When a process is not running, there will be no perf stack traces, because there is no process for perf to take the stack trace from. So only when running on CPU (TASK_RUNNING state excluding run queue time), there should be perf data. Also, the systemtap times are accurately measured, but the stack traces of perf are sampled. This means it is missing data (by definition: sampling means you are going to lookup something at a certain interval, which means you are not looking between the intervals). What I have done, is extrapolate the perf samples found for an Oracle CPU or wait interval relative to the time in the measured interval. This means that if the time in the interval is 100us, and I get two collapsed stack traces with 1 and 3 samples, the extrapolated time will be; 1: 1/(1+3)*100us=25us, and 3: 3/(1+3)*100us=75us. This is not scientific, but it is meant to give an idea. Also, in order to show something useful in flame graphs, all the data needs to be based on the same data type, so I need to transform the number of stack traces to time.
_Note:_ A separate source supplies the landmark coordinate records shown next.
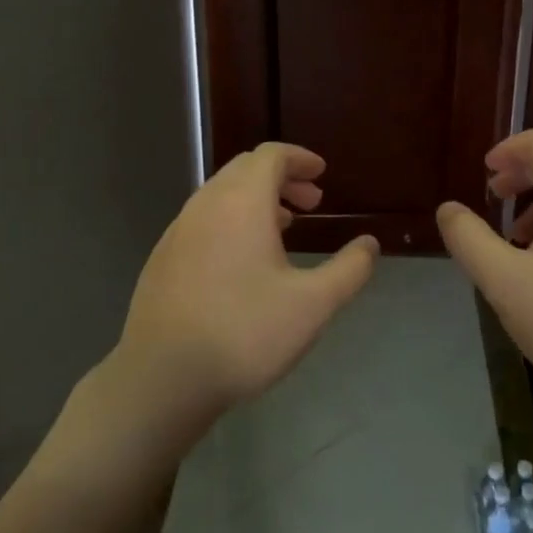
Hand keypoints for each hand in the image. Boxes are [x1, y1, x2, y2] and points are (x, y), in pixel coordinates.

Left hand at [113, 143, 379, 426]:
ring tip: (284, 228)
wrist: (163, 376)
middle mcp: (206, 204)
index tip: (321, 173)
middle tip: (311, 203)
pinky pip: (203, 219)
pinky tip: (243, 260)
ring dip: (256, 199)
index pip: (271, 156)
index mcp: (241, 203)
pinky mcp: (163, 256)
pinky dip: (231, 220)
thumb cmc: (245, 332)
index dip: (299, 158)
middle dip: (281, 177)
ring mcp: (178, 229)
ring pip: (221, 194)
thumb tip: (369, 244)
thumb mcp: (312, 305)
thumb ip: (348, 270)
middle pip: (245, 169)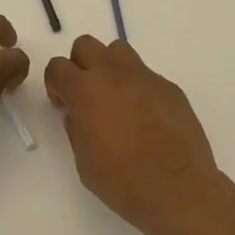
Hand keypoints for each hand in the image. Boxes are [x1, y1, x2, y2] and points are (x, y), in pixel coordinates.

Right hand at [44, 36, 226, 234]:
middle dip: (81, 65)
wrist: (178, 189)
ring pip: (118, 50)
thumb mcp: (84, 161)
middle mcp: (113, 74)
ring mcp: (145, 77)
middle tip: (87, 95)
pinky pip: (146, 75)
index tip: (63, 104)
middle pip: (86, 45)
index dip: (56, 84)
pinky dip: (138, 87)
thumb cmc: (124, 181)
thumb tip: (78, 114)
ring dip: (110, 67)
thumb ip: (76, 128)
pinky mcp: (169, 87)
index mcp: (86, 91)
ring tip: (116, 97)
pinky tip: (146, 115)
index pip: (57, 66)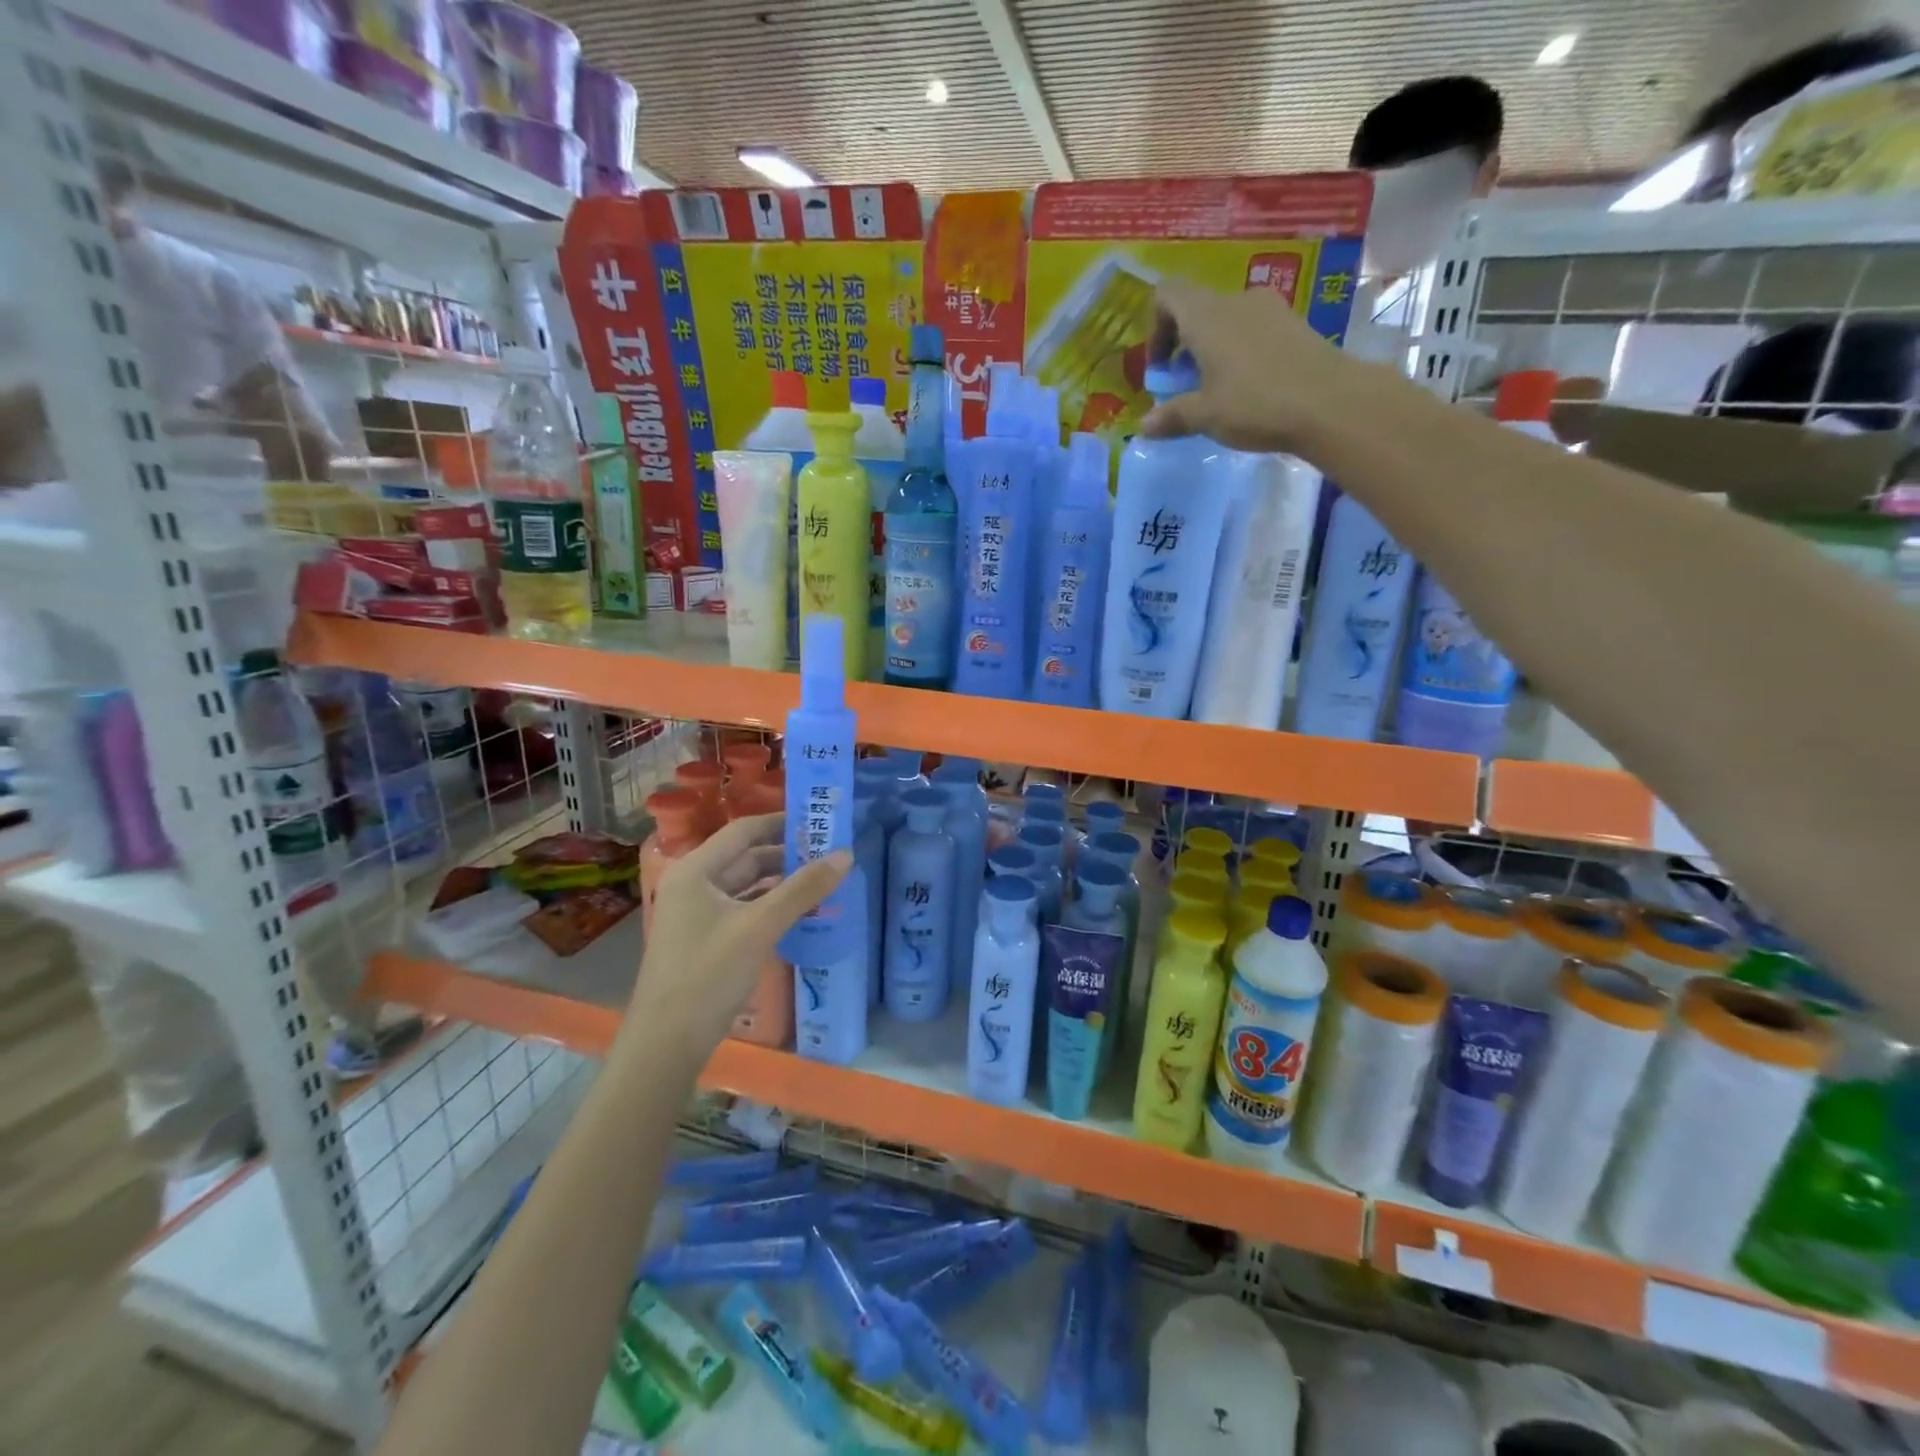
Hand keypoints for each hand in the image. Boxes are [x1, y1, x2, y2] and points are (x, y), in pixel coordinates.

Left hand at [629, 813, 850, 1050]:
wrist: (667, 1044)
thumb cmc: (708, 975)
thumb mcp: (760, 927)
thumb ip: (803, 889)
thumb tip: (846, 854)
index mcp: (695, 871)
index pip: (743, 830)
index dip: (781, 822)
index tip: (819, 822)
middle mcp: (692, 884)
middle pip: (745, 857)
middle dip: (787, 855)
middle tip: (830, 854)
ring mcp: (696, 914)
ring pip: (746, 886)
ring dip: (781, 883)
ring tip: (822, 881)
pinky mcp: (704, 940)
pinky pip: (742, 910)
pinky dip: (770, 907)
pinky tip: (799, 913)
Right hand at [1138, 279, 1363, 454]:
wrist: (1330, 402)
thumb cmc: (1255, 404)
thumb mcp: (1205, 416)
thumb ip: (1172, 416)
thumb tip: (1144, 425)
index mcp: (1206, 316)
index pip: (1168, 294)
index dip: (1156, 326)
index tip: (1160, 366)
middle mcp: (1236, 301)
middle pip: (1197, 309)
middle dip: (1183, 345)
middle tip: (1183, 385)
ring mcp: (1269, 309)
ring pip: (1226, 320)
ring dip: (1212, 350)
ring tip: (1216, 390)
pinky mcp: (1294, 324)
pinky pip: (1253, 330)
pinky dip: (1240, 352)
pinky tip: (1247, 388)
I created a github project stapflame for my files.

First, you need to install the debuginfo kernel packages, as has been mentioned in this blogpost.
Then, you need to execute eventsname.sql in order to generate eventsname.sed, which is used to translate wait event numbers to wait event names. Wait event numbers change between Oracle database versions, and could potentially change after PSU apply. eventsname.sed must be in the same directory as the run_stapflame.sh script.
Then, you need to fetch stackcollapse-perf.pl and flamegraph.pl from Brendan Gregg’s github flamegraph repository. These need to be in the same directory as the run_stapflame.sh script too, and have the execute bit set.

Once the requirements are met, you can use the run_stapflame.sh script:

# ./run_stapflame.sh 123

The first argument must the PID of an existing Oracle foreground process.
This will compile and run the systemtap script. Once both systemtap and perf are running, the following message is displayed:

profiling started, press enter to stop

Now execute what you want to be profiled in the Oracle session. Once you are done, return to the session where you ran run_stapflame.sh, and press enter to stop the profiling.
Depending on how much systemtap and perf information this generated, the script will process for some time (it is coded in bash script, it’s not highly optimised, in fact it’s quite inefficient with larger sets(!)).
There will be some messages from perf indicating how many samples it captured:

[ perf record: Woken up 1 times to write data ]
[ perf record: Captured and wrote 0.213 MB perf.data (~9286 samples) ]

And systemtap complaining about missing symbols for the kernel module it just created (for itself :-)):

No kallsyms or vmlinux with build-id 532f482ae316500802639d35de6c302fdb685afa was found
[stap_b6a486219fd483305d4991b483feb397_16565] with build id 532f482ae316500802639d35de6c302fdb685afa not found, continuing without symbols

The stapflames in the example mentioned here are of a simple ‘select count(*) from table’ in oracle, resulting in a direct path read.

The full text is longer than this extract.